◆ Work task: Copy all lines holding the word "Panchkroshi" from the entries.

◆ Data for this task:

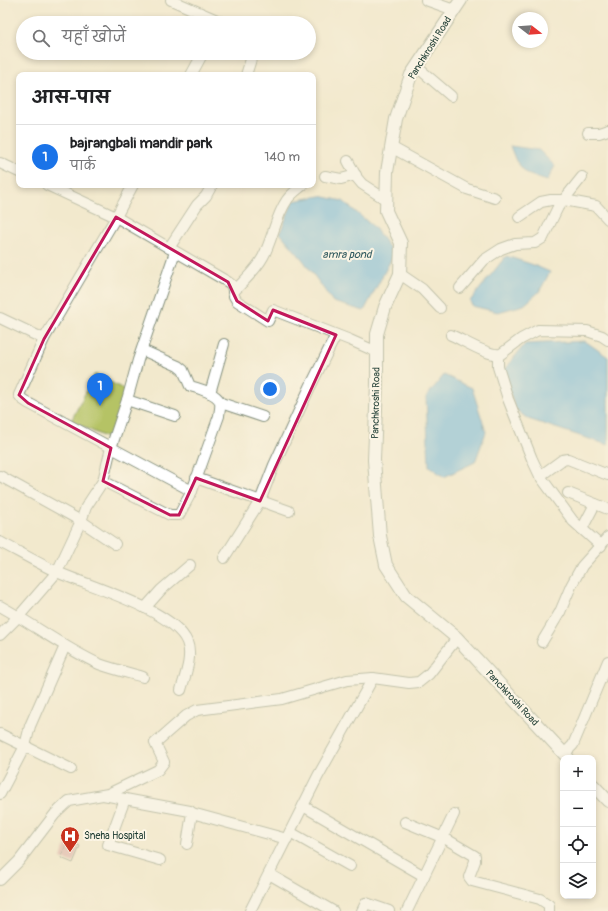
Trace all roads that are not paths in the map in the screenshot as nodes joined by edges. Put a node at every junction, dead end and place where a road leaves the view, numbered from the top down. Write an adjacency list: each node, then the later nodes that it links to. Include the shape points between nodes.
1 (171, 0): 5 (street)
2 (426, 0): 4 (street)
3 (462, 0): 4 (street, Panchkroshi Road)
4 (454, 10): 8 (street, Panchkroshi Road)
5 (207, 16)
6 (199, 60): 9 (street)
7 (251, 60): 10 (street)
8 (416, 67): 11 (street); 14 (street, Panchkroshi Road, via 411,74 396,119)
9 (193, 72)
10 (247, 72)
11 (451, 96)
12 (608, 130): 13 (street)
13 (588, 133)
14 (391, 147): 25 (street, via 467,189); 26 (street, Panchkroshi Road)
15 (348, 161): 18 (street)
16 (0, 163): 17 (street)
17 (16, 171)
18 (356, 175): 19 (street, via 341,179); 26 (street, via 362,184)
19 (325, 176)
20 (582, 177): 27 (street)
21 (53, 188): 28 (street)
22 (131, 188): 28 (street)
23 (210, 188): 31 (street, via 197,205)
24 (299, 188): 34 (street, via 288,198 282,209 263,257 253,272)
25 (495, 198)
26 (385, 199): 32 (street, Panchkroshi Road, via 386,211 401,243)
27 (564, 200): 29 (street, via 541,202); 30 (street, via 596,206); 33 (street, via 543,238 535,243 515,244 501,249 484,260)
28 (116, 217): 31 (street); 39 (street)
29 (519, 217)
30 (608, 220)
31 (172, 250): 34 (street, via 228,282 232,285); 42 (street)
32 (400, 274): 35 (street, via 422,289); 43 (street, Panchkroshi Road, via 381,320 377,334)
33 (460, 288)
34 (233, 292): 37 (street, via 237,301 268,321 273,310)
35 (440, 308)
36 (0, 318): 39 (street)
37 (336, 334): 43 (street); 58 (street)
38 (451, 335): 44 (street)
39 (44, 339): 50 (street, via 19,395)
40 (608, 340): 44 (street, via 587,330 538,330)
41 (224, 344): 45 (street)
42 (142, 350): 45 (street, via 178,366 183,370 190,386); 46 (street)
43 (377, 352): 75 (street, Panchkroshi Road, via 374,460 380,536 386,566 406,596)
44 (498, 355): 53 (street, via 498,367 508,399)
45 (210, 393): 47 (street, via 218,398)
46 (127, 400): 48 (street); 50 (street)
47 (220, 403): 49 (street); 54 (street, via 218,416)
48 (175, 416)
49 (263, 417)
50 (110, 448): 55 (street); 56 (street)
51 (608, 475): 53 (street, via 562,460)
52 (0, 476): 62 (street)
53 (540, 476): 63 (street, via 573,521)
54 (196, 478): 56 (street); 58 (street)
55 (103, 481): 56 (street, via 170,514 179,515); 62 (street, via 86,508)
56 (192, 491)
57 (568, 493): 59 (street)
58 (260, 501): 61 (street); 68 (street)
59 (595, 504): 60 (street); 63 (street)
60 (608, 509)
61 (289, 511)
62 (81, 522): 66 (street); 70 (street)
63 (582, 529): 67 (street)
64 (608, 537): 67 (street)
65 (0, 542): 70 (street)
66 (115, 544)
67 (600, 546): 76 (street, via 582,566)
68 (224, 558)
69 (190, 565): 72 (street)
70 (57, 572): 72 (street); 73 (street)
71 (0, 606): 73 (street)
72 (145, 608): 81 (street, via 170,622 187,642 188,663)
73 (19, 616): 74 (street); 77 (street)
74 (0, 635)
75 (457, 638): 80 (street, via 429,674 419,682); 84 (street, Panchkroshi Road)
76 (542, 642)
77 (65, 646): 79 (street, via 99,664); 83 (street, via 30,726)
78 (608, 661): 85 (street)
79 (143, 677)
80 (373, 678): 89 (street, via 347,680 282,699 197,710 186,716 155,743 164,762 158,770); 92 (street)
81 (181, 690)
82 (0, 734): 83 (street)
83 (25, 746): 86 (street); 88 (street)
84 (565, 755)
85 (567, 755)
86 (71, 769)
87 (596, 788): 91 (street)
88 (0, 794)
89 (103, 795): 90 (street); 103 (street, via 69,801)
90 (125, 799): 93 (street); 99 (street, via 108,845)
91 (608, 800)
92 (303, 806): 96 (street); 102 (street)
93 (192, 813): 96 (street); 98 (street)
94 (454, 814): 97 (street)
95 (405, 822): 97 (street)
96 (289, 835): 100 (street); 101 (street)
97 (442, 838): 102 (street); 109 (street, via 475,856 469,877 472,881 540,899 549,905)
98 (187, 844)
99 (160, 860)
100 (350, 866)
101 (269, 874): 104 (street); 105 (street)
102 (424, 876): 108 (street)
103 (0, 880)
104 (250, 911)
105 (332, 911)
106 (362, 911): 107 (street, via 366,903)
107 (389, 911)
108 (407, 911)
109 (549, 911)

◆ Reply to the task:
3 (462, 0): 4 (street, Panchkroshi Road)
4 (454, 10): 8 (street, Panchkroshi Road)
8 (416, 67): 11 (street); 14 (street, Panchkroshi Road, via 411,74 396,119)
14 (391, 147): 25 (street, via 467,189); 26 (street, Panchkroshi Road)
26 (385, 199): 32 (street, Panchkroshi Road, via 386,211 401,243)
32 (400, 274): 35 (street, via 422,289); 43 (street, Panchkroshi Road, via 381,320 377,334)
43 (377, 352): 75 (street, Panchkroshi Road, via 374,460 380,536 386,566 406,596)
75 (457, 638): 80 (street, via 429,674 419,682); 84 (street, Panchkroshi Road)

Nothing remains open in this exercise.